Provided records>

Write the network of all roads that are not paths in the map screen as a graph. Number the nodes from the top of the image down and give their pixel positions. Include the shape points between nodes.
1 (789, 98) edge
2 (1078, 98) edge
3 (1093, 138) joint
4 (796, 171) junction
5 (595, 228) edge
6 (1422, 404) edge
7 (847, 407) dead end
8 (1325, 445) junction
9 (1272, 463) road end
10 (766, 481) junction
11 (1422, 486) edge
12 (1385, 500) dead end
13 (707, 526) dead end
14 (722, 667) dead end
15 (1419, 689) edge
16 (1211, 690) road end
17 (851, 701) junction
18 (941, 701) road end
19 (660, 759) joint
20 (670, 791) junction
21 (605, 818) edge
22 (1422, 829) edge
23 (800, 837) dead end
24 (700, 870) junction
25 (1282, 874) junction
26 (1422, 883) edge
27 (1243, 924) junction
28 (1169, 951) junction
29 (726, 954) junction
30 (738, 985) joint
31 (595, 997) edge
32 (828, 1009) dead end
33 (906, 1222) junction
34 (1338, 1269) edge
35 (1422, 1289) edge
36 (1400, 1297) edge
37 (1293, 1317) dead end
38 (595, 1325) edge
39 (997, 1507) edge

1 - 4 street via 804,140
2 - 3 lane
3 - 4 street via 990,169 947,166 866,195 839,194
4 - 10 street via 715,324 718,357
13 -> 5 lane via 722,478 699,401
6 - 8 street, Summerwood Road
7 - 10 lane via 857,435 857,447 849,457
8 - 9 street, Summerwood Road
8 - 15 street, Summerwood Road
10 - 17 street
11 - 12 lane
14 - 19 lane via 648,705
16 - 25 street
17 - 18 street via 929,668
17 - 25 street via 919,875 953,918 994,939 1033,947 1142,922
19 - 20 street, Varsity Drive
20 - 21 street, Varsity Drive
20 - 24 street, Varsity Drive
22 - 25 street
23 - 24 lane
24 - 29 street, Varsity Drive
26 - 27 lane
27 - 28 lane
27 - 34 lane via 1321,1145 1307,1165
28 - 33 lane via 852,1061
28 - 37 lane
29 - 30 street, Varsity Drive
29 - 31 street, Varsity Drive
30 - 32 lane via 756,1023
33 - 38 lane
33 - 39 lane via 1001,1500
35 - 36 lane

Exercise requirements>
The response must contain every entry, each one identical to the original.

Solution to the exercise>
Write the network of all roads that are not paths in the map screen as a graph. Number the nodes from the top of the image down and give their pixel positions. Include the shape points between nodes.
1 (789, 98) edge
2 (1078, 98) edge
3 (1093, 138) joint
4 (796, 171) junction
5 (595, 228) edge
6 (1422, 404) edge
7 (847, 407) dead end
8 (1325, 445) junction
9 (1272, 463) road end
10 (766, 481) junction
11 (1422, 486) edge
12 (1385, 500) dead end
13 (707, 526) dead end
14 (722, 667) dead end
15 (1419, 689) edge
16 (1211, 690) road end
17 (851, 701) junction
18 (941, 701) road end
19 (660, 759) joint
20 (670, 791) junction
21 (605, 818) edge
22 (1422, 829) edge
23 (800, 837) dead end
24 (700, 870) junction
25 (1282, 874) junction
26 (1422, 883) edge
27 (1243, 924) junction
28 (1169, 951) junction
29 (726, 954) junction
30 (738, 985) joint
31 (595, 997) edge
32 (828, 1009) dead end
33 (906, 1222) junction
34 (1338, 1269) edge
35 (1422, 1289) edge
36 (1400, 1297) edge
37 (1293, 1317) dead end
38 (595, 1325) edge
39 (997, 1507) edge

1 - 4 street via 804,140
2 - 3 lane
3 - 4 street via 990,169 947,166 866,195 839,194
4 - 10 street via 715,324 718,357
13 -> 5 lane via 722,478 699,401
6 - 8 street, Summerwood Road
7 - 10 lane via 857,435 857,447 849,457
8 - 9 street, Summerwood Road
8 - 15 street, Summerwood Road
10 - 17 street
11 - 12 lane
14 - 19 lane via 648,705
16 - 25 street
17 - 18 street via 929,668
17 - 25 street via 919,875 953,918 994,939 1033,947 1142,922
19 - 20 street, Varsity Drive
20 - 21 street, Varsity Drive
20 - 24 street, Varsity Drive
22 - 25 street
23 - 24 lane
24 - 29 street, Varsity Drive
26 - 27 lane
27 - 28 lane
27 - 34 lane via 1321,1145 1307,1165
28 - 33 lane via 852,1061
28 - 37 lane
29 - 30 street, Varsity Drive
29 - 31 street, Varsity Drive
30 - 32 lane via 756,1023
33 - 38 lane
33 - 39 lane via 1001,1500
35 - 36 lane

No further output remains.